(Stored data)
++++++++

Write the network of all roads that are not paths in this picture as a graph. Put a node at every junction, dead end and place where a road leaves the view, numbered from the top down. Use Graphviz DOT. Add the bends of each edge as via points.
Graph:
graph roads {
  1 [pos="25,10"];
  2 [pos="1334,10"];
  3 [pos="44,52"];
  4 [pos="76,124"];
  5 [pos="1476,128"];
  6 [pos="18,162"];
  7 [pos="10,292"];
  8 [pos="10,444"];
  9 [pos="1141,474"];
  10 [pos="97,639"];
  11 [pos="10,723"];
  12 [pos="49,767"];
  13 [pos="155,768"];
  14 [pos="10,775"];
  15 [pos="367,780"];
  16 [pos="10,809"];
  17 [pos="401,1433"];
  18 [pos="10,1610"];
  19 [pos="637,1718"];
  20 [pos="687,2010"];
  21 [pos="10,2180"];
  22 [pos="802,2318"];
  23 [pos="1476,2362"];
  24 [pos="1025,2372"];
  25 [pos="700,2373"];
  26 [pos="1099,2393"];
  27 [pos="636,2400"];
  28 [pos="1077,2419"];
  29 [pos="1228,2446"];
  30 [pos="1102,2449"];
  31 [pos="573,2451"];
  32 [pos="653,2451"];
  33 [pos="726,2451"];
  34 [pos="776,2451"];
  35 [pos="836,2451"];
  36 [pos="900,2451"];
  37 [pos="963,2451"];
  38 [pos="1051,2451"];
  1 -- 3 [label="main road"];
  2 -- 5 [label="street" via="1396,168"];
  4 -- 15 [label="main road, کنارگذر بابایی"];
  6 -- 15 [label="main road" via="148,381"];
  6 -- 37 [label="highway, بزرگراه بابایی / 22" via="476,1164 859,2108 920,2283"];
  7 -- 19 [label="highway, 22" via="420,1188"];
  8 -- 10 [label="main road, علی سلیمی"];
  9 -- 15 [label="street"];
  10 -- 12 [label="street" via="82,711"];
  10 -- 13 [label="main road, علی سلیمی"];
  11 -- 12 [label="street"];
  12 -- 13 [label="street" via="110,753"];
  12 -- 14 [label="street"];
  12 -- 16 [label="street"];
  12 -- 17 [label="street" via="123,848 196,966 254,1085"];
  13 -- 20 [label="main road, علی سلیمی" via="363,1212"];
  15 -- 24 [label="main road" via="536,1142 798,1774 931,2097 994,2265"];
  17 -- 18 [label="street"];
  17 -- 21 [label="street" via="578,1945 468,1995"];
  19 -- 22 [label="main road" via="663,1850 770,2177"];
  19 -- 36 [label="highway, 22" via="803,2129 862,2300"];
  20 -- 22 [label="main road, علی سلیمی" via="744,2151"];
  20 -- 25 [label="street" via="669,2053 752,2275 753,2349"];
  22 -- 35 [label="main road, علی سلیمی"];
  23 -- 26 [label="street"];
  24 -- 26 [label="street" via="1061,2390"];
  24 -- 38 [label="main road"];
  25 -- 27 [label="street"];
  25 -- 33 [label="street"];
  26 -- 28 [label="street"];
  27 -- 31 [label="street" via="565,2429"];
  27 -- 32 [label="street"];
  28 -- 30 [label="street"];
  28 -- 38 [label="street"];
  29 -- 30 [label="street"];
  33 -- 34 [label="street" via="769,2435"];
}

++++++++

Tally the lines in this data that hold the word "roads" and state only the count.

2